Was that a month ago or longer? I can’t tell anymore, because my days and nights merged together in an entangled mess of nothingness, going from one location to another in this monster of a city. Yet, I couldn’t go back, not to the never ending work at home, not my lack of commitment. I knew I yearned the dirt under my feat and the hot sun above, still, I couldn’t bring myself to admit it had all been a mistake, the leaving has been for naught.
When I was nine years old, I suggested to my mother we forget the chores for one day and relax. Her sparkling brown eyes turned to me. She looked at me for what seemed like forever, as if she were debating what to say to me. At the ended she opted for her usual approach. She pretended I had said nothing.

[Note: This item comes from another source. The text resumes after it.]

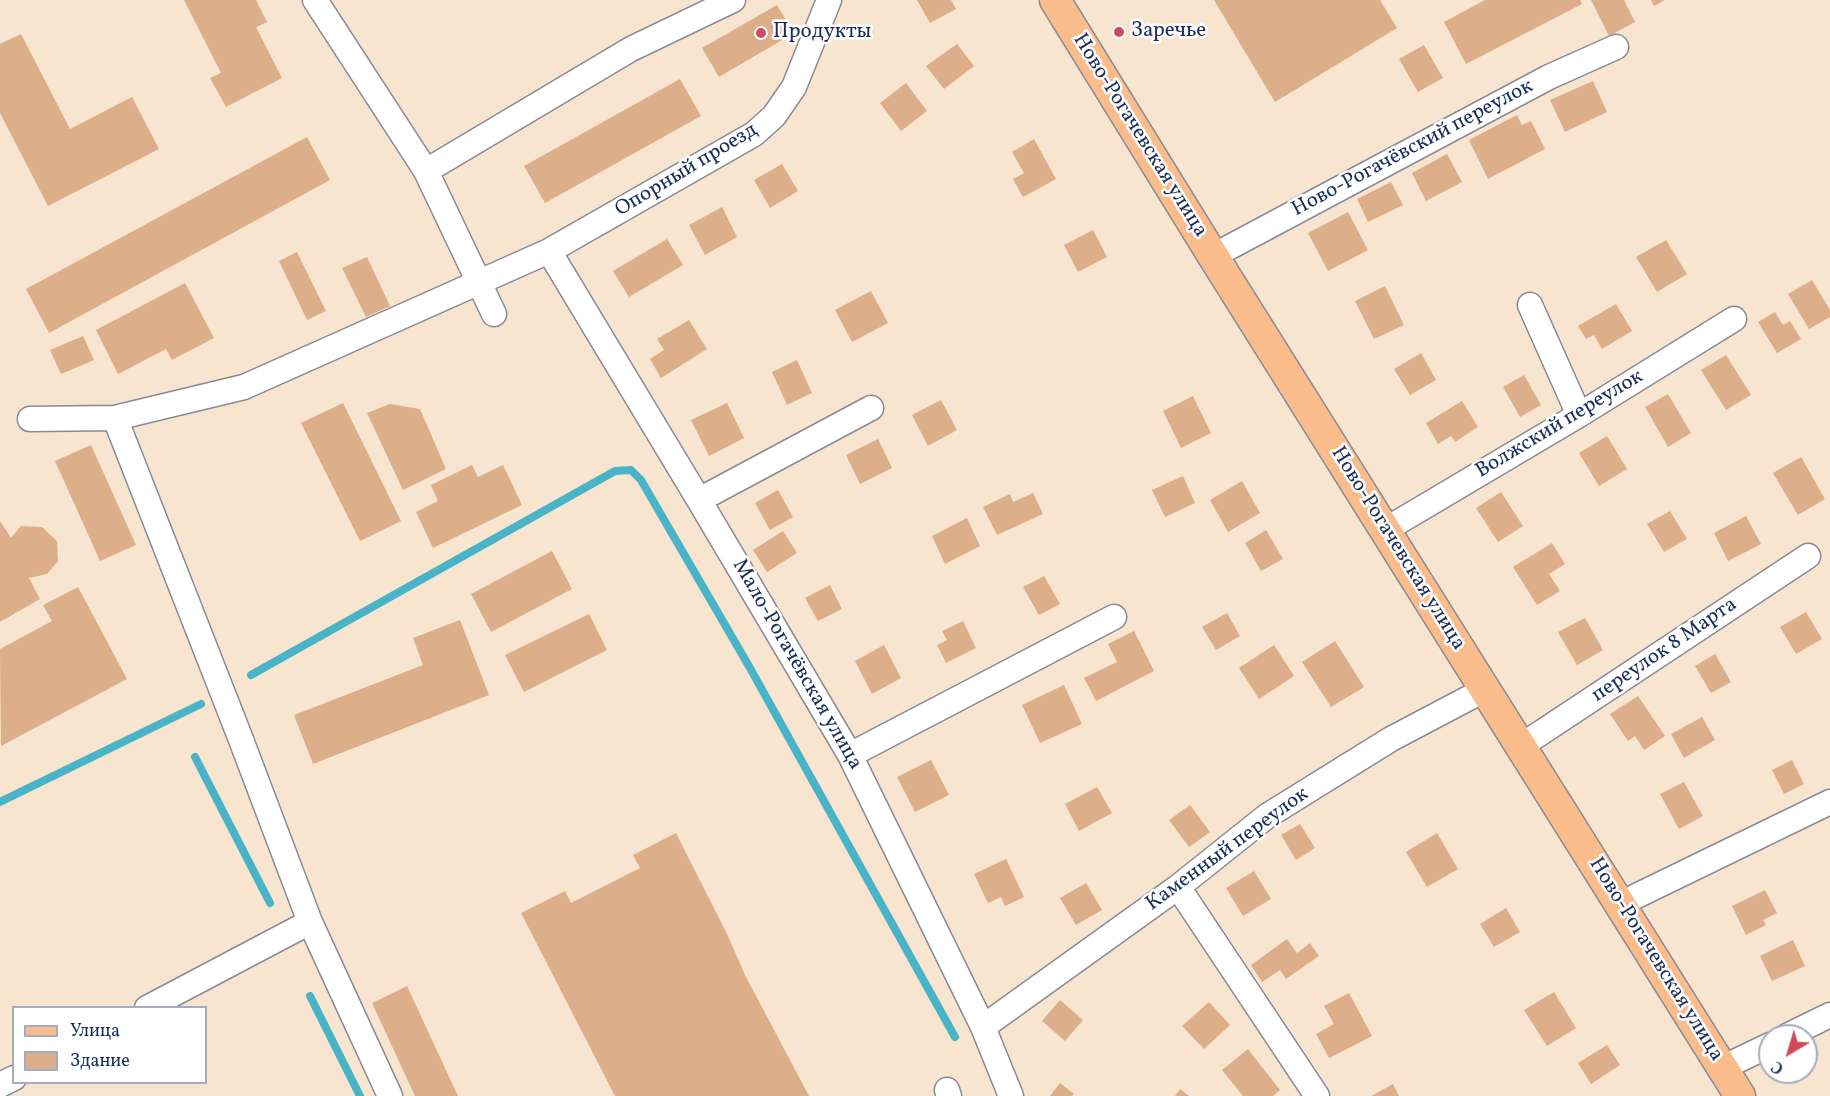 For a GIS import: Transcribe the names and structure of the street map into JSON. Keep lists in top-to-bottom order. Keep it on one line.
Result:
{"streets":{"main road":["Ново-Рогачевская улица"],"street":["Ново-Рогачёвский переулок","Опорный проезд","Волжский переулок","переулок 8 Марта","Мало-Рогачёвская улица","Каменный переулок"]},"crossings":[["Ново-Рогачевская улица","Ново-Рогачёвский переулок"],["Ново-Рогачевская улица","Волжский переулок"],["Ново-Рогачевская улица","переулок 8 Марта"],["Ново-Рогачевская улица","Каменный переулок"],["Опорный проезд","Мало-Рогачёвская улица"],["Мало-Рогачёвская улица","Каменный переулок"]],"places":["Заречье","Продукты"],"legend":["Улица","Здание"],"north":"bottom left"}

For my mother, it’s not what she said, rather what she didn’t that defined her. Her day started before four in the morning and and continued well after sunset, the darkness of the night covering her weariness she pressed on. Her face covered with the creases of the un expressed thoughts, she worked quietly only uttering a word here and there to give instructions, or corrections. I attempted to elicit some words from her when I was young, but my questions were always met nothing more than a quick glance and smile at best to show how foolish I am for the asking. Soon enough, I learned it was to no avail and tried to adopt her approach of seeing words as a waste of time from the task at hand. I failed and left home because of it.

“I can’t come, not here, not like this.” I said as I prepared to leave. My mother said nothing and I couldn’t be sure if she’d heard me or not.